A few observations about Monday's incident and the downdraft in the biotech sector. First, it showed terrible public relations awareness by Turing's CEO, Martin Shkreli. Second, most of the so called "gouging" applies to a narrow part of the drug market, particularly to orphan and specialty compounds. Third and most importantly, this did not change the economic dynamic for the sector at all.

We are getting close to the so-called "silly season" before an upcoming national election, when politicians gear up to get their base to the primary polls in hopes of become their party's standard bearer in the 2016 election. Given that Clinton is being unexpectedly challenged by a self-described socialist, it is hardly surprising she is throwing out some populist tripe, and hoisting the "soaring cost of health care" flag is a long-time staple of the left.

If Clinton does win the nomination, she will in all probability try to tack back toward the center before the general election, and this attack on drug costs will lessen if not go away completely.

In any case, even if Clinton is elected, she will face an opposing force, as Republicans will control the House of Representatives and likely the Senate as well. Given the rancor about how Obamacare was crammed down their throats, does anyone think any additional efforts to inject even more government into the private health care market will go anywhere with the Republican opposition?

I am not just picking on Clinton; Republican front-runner Donald Trump is also throwing out suggestions about what he would do as president. Most are deliberately vague and several have absolutely no chance of happening without changes to the Constitution.
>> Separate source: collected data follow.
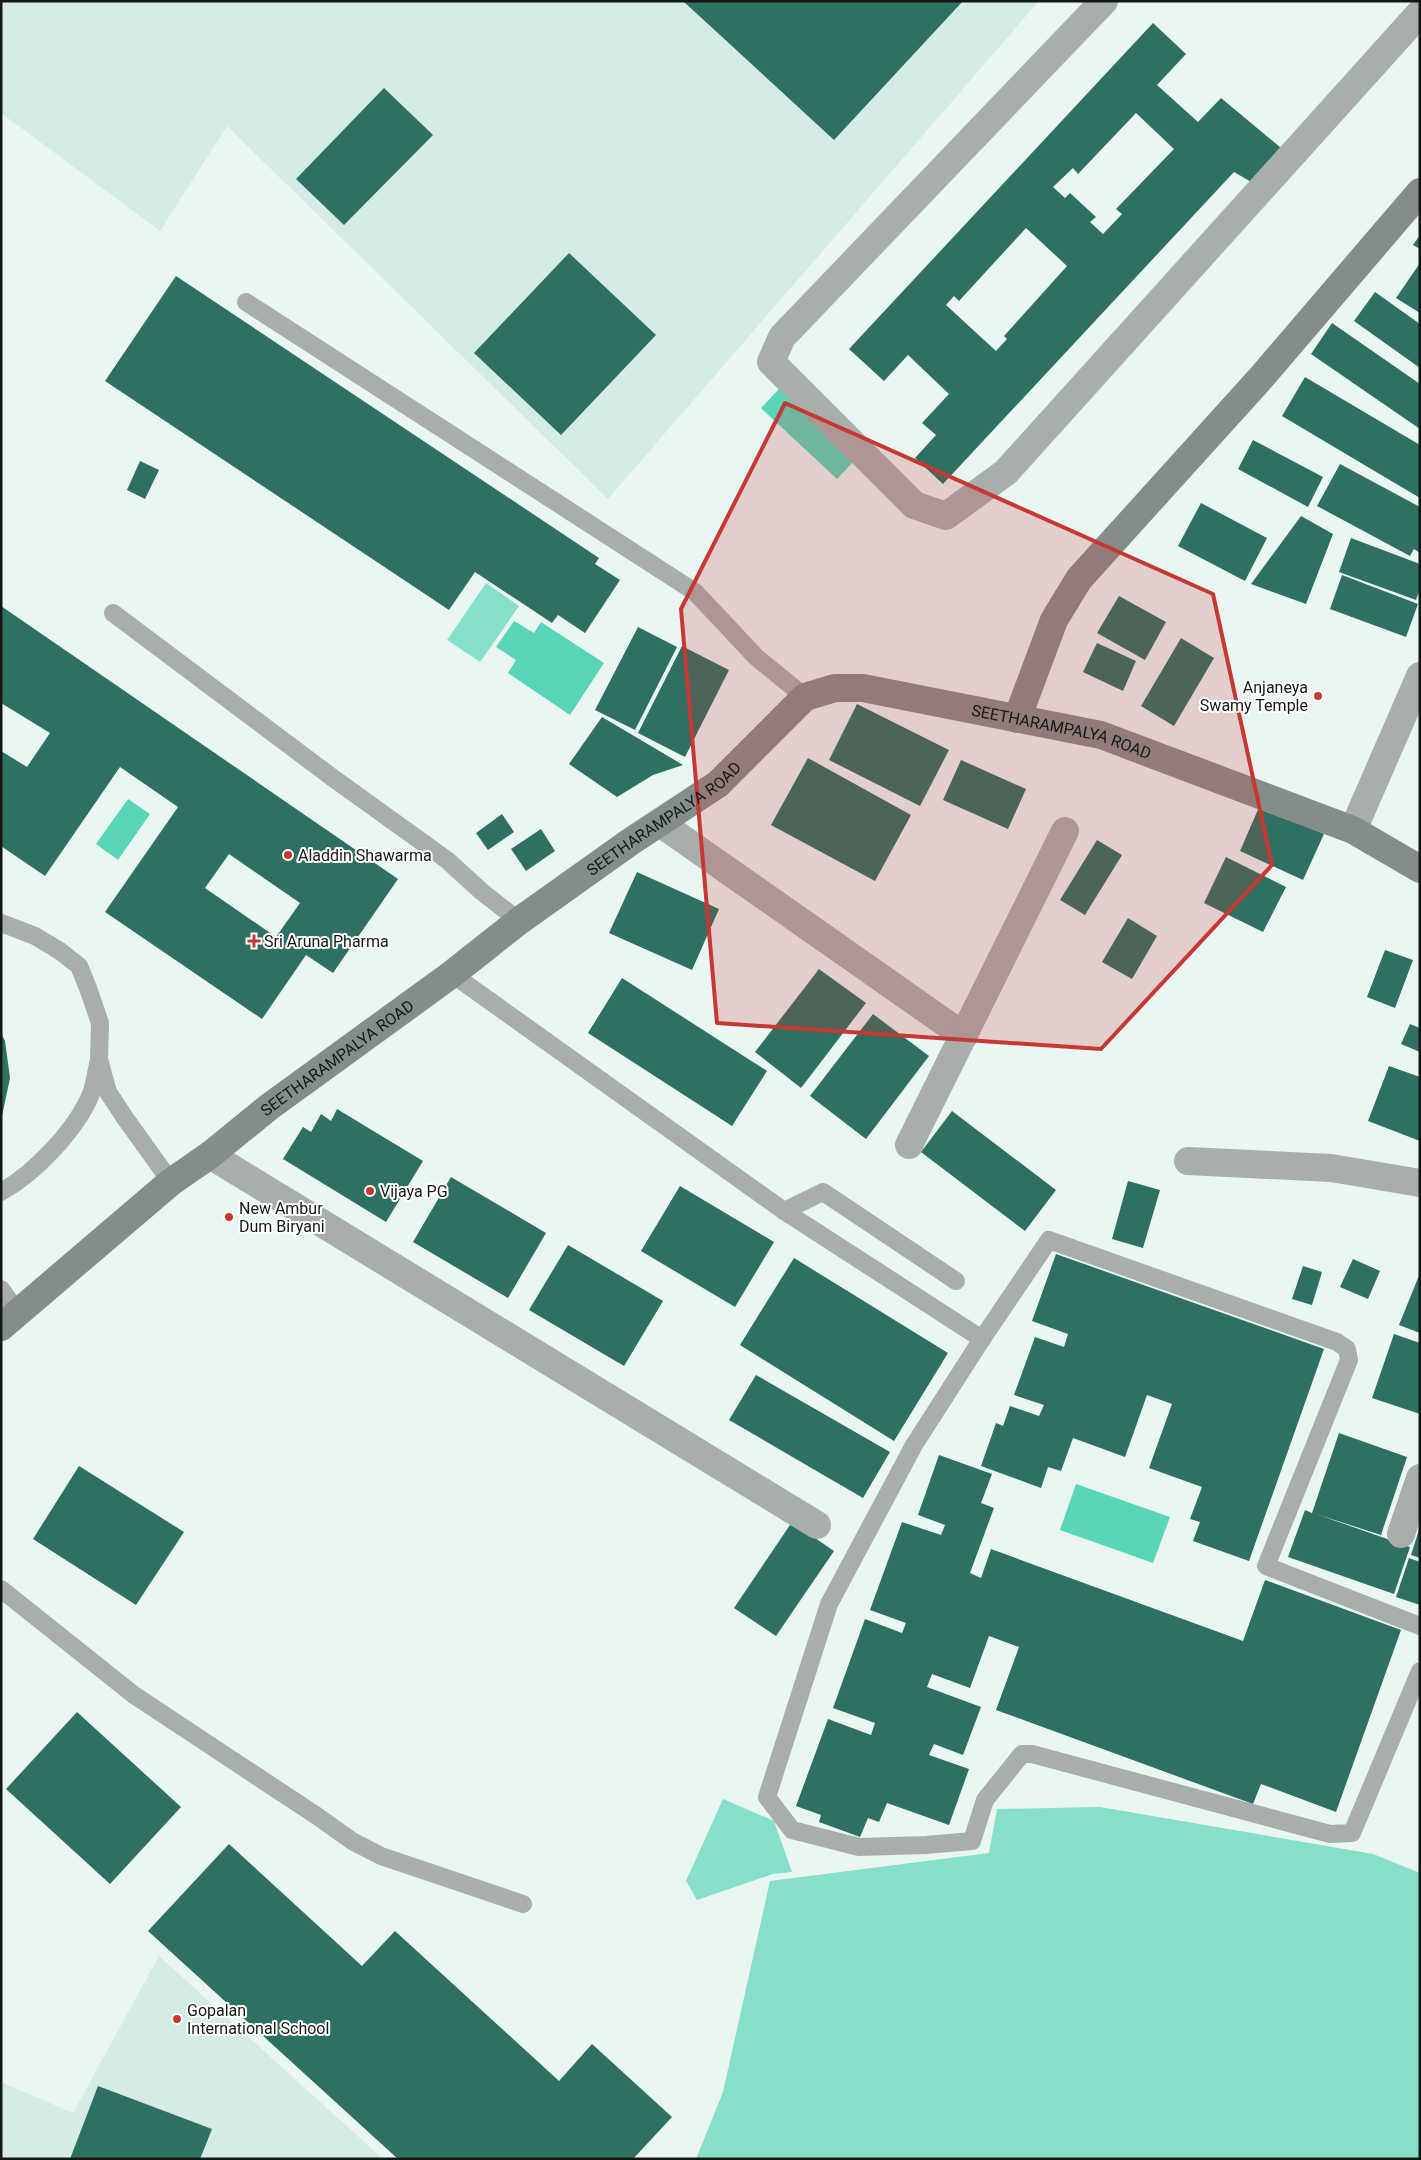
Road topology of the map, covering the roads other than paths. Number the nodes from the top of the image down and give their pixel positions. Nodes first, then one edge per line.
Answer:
1 (1104, 1) edge
2 (1420, 14) edge
3 (1420, 192) edge
4 (246, 302) dead end
5 (113, 613) dead end
6 (1420, 676) edge
7 (805, 697) junction
8 (1017, 719) junction
9 (660, 823) junction
10 (1353, 830) junction
11 (1065, 832) dead end
12 (1420, 869) edge
13 (519, 921) junction
14 (1, 923) edge
15 (452, 974) junction
16 (964, 1036) junction
17 (99, 1059) junction
18 (909, 1145) dead end
19 (210, 1155) junction
20 (1188, 1161) dead end
21 (171, 1182) junction
22 (1420, 1183) edge
23 (1, 1192) edge
24 (784, 1211) junction
25 (956, 1281) dead end
26 (1, 1289) edge
27 (9, 1319) edge
28 (982, 1339) junction
29 (1420, 1478) edge
30 (817, 1525) dead end
31 (1401, 1534) dead end
32 (1, 1590) edge
33 (1420, 1626) edge
34 (1420, 1671) edge
35 (523, 1904) dead end

1 - 2 street
3 - 8 street
4 - 7 lane
5 - 13 lane
6 - 10 street
7 - 8 street, SEETHARAMPALYA ROAD
7 - 9 street, SEETHARAMPALYA ROAD
8 - 10 street, SEETHARAMPALYA ROAD
9 - 13 street, SEETHARAMPALYA ROAD
9 - 16 street
10 - 12 street, SEETHARAMPALYA ROAD
11 - 16 street
13 - 15 street, SEETHARAMPALYA ROAD
14 - 17 lane
15 - 19 street, SEETHARAMPALYA ROAD
15 - 24 lane
16 - 18 street
17 - 21 lane
17 - 23 lane
19 - 21 street, SEETHARAMPALYA ROAD
19 - 30 street
20 - 22 street
21 - 27 street, SEETHARAMPALYA ROAD
24 - 25 lane
24 - 28 lane
26 - 27 lane
28 - 33 lane
28 - 34 lane
29 - 31 street
32 - 35 lane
The election is a long way away and it is possible neither Clinton nor Trump will even be on the ballot when November 2016 finally arrives. Regardless, it is a moot point as this sort of "noise" is part of every election campaign. I can pretty much guarantee that four or eight years from now investors will see an escalating stream of nonsense from candidates that will temporarily hit certain sectors of the market, but rarely, if ever, actually result in significant policy changes.

So, biotech investors should relax and continue to build a well-diversified portfolio. I bought a few more shares of Gilead Sciences (GILD - Get Report) and ANI Pharmaceuticals (ANIP - Get Report) in yesterday's decline. Both companies delivered good news Monday for investors that was overlooked thanks to a well-publicized tweet. Welcome to the social media-driven, 24/7 market!

A bigger worry to me is what this deep selloff in one sector, caused by what will ultimately turn out to be a non-event, says about the fragility of the overall market. If an investor wants to worry about something, that would be a more appropriate cause of concern.

At the time of publication, Jensen was long ANIP and GILD.